Bell's reaping machine was given in evidence, in pursuance of a notice under this section, with a view to disprove the novelty of one of the plaintiff's improvements; a description of it was read from "Loudon's Encyclopaedia of Agriculture," published in London, England, in 1831. In addition to the description of the machine, it appeared in the work that the

Page 60 U. S. 107

reaper had been partially successful in September, 1828 and 1829.

It also appeared, from the evidence of Mr. Hussey that he saw it in successful operation in the harvest of 1853.
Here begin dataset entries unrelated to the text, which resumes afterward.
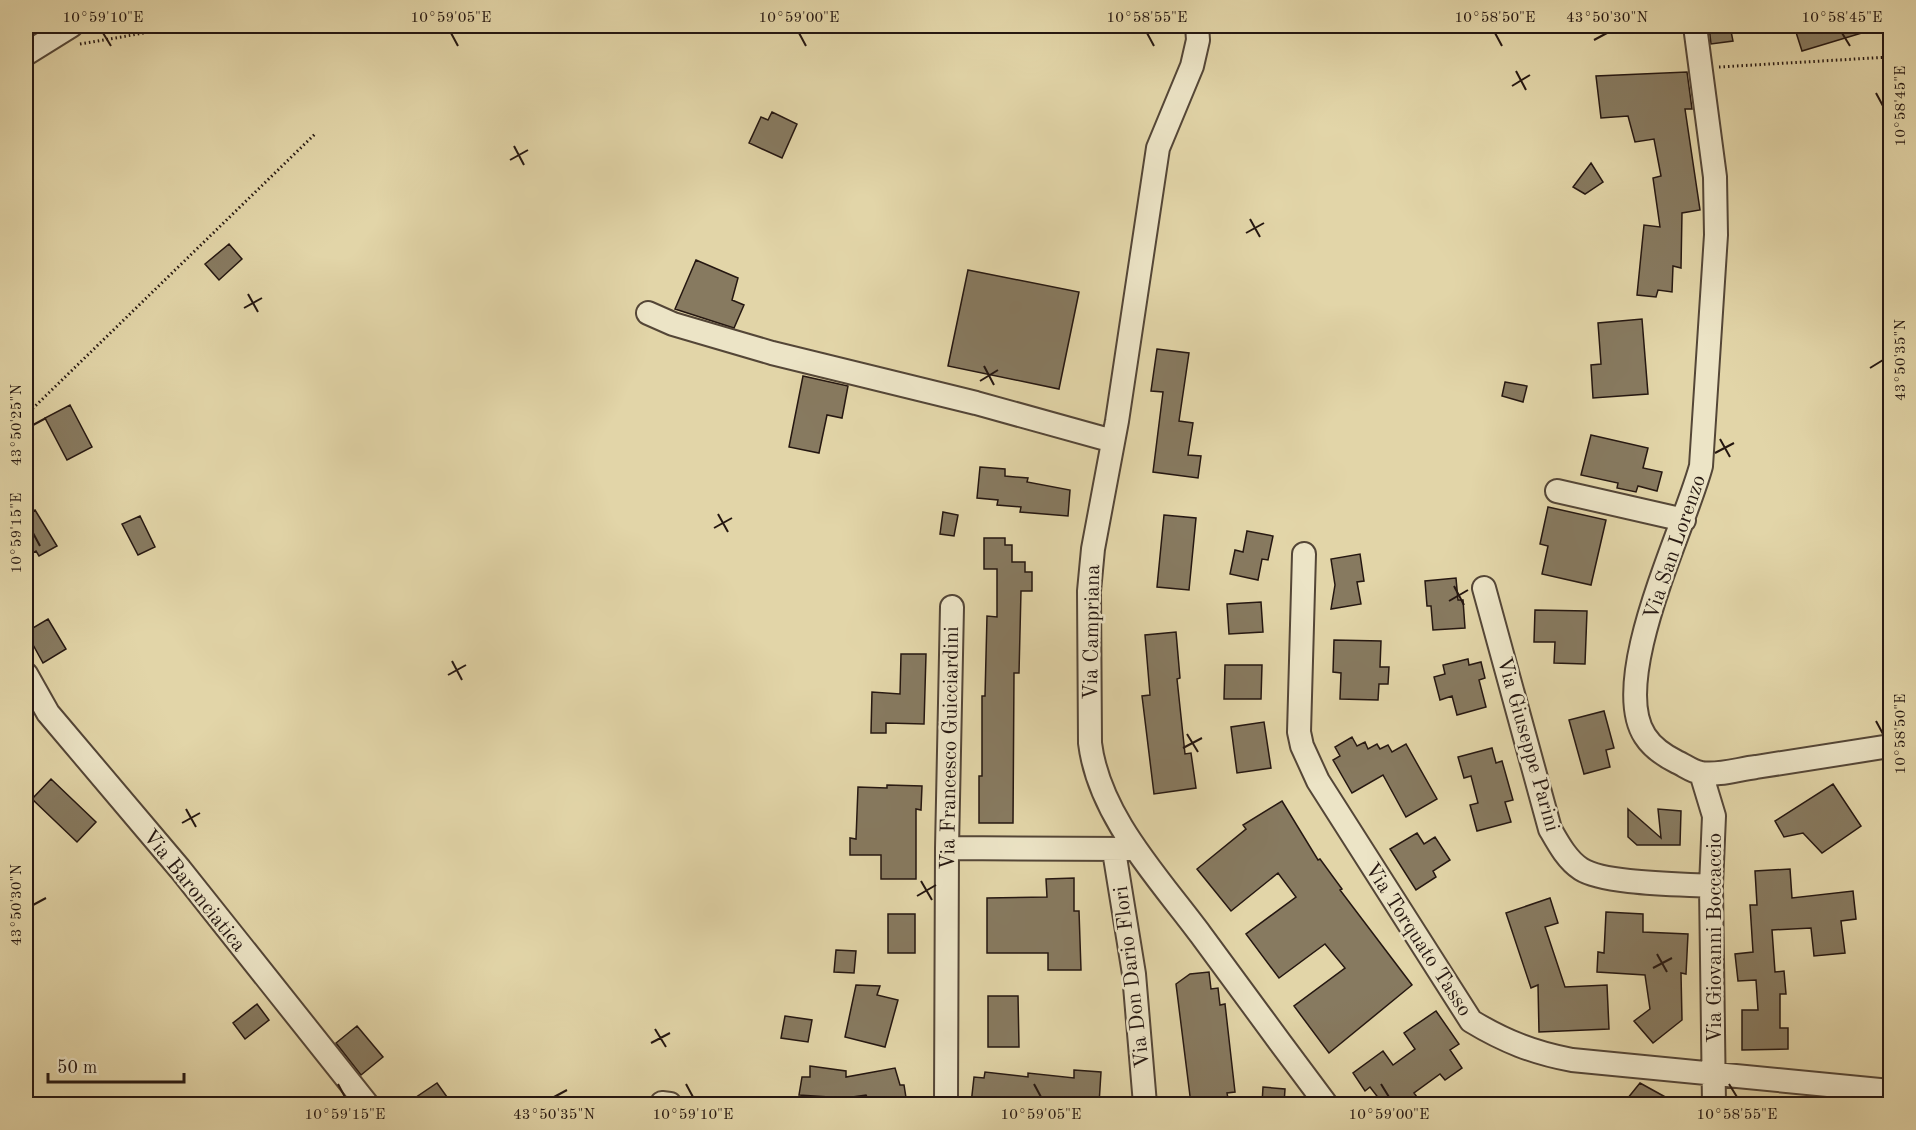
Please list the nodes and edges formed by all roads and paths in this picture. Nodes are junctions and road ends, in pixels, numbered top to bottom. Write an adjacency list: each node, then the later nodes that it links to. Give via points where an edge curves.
1 (186, 26): 4 (path)
2 (1197, 26): 11 (street, Via Campriana, via 1192,66 1158,148)
3 (1695, 26): 7 (street, Via San Lorenzo)
4 (75, 35): 5 (street)
5 (26, 54)
6 (1890, 57): 7 (path)
7 (1702, 68): 13 (street, Via San Lorenzo, via 1715,177 1716,235 1701,466)
8 (315, 134): 10 (path)
9 (648, 313): 11 (street, via 772,353)
10 (26, 415)
11 (1113, 441): 21 (street, Via Campriana, via 1089,591 1090,743 1100,787)
12 (1557, 491): 13 (street)
13 (1684, 520): 19 (street, Via San Lorenzo, via 1650,613 1637,670 1636,704 1644,735 1654,747)
14 (1304, 554): 24 (street, Via Torquato Tasso, via 1298,716 1302,746 1318,781 1471,1021 1502,1040 1540,1054)
15 (1484, 588): 23 (street, Via Giuseppe Parini, via 1550,829 1563,851 1581,869 1599,876)
16 (952, 607): 20 (street, Via Francesco Guicciardini)
17 (26, 674): 26 (street, Via Baronciatica, via 48,713 180,869)
18 (1890, 746): 19 (street)
19 (1701, 773): 23 (street, Via Giovanni Boccaccio, via 1714,816)
20 (947, 848): 22 (street); 27 (street, Via Francesco Guicciardini)
21 (1137, 848): 22 (street); 29 (street, Via Campriana)
22 (1114, 851): 28 (street, Via Don Dario Flori, via 1134,974)
23 (1711, 886): 24 (street, Via Giovanni Boccaccio)
24 (1714, 1072): 25 (street, Via Torquato Tasso); 30 (street, Via Giovanni Boccaccio)
25 (1890, 1091)
26 (367, 1104)
27 (946, 1104)
28 (1145, 1104)
29 (1326, 1104)
30 (1714, 1104)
The court was requested on the trial to instruct the jury that from the facts that Bell's machine operated successfully in 1829 and in 1853, they were at liberty to infer that it had operated successfully in the intermediate period, which was refused. Without stating other grounds to justify the ruling, it is sufficient to say that the only authority for admitting the book in evidence is the fifteenth section of the act above mentioned. That section provides that the defendant may plead the general issue and give notice in writing, among other things, to defeat the patent "that it the improvement had been described in some public work anterior to the supposed discovery thereof by the patentee." The work is no evidence of the facts relied on for the purpose of laying a foundation for the inference of the jury sought be obtained.

The judgment of the court below is affirmed, with the qualification, that on the case being remitted to the court below, the taxation of costs be stricken from the record.

MR. JUSTICE GRIER dissented.

Order

This cause came on to be heard on the transcript of the record from the Circuit Court of the United States for the Northern District of New York, and was argued by counsel, on consideration whereof it is now here ordered and adjudged by this Court that the judgment of the said circuit court in this cause, excepting that part embracing the taxation of costs in the circuit court, be and the same is hereby affirmed with costs. And it is further ordered and adjudged by this Court that this cause be and the same is hereby remanded to the said circuit court with directions to strike from the record the taxation of costs in this cause.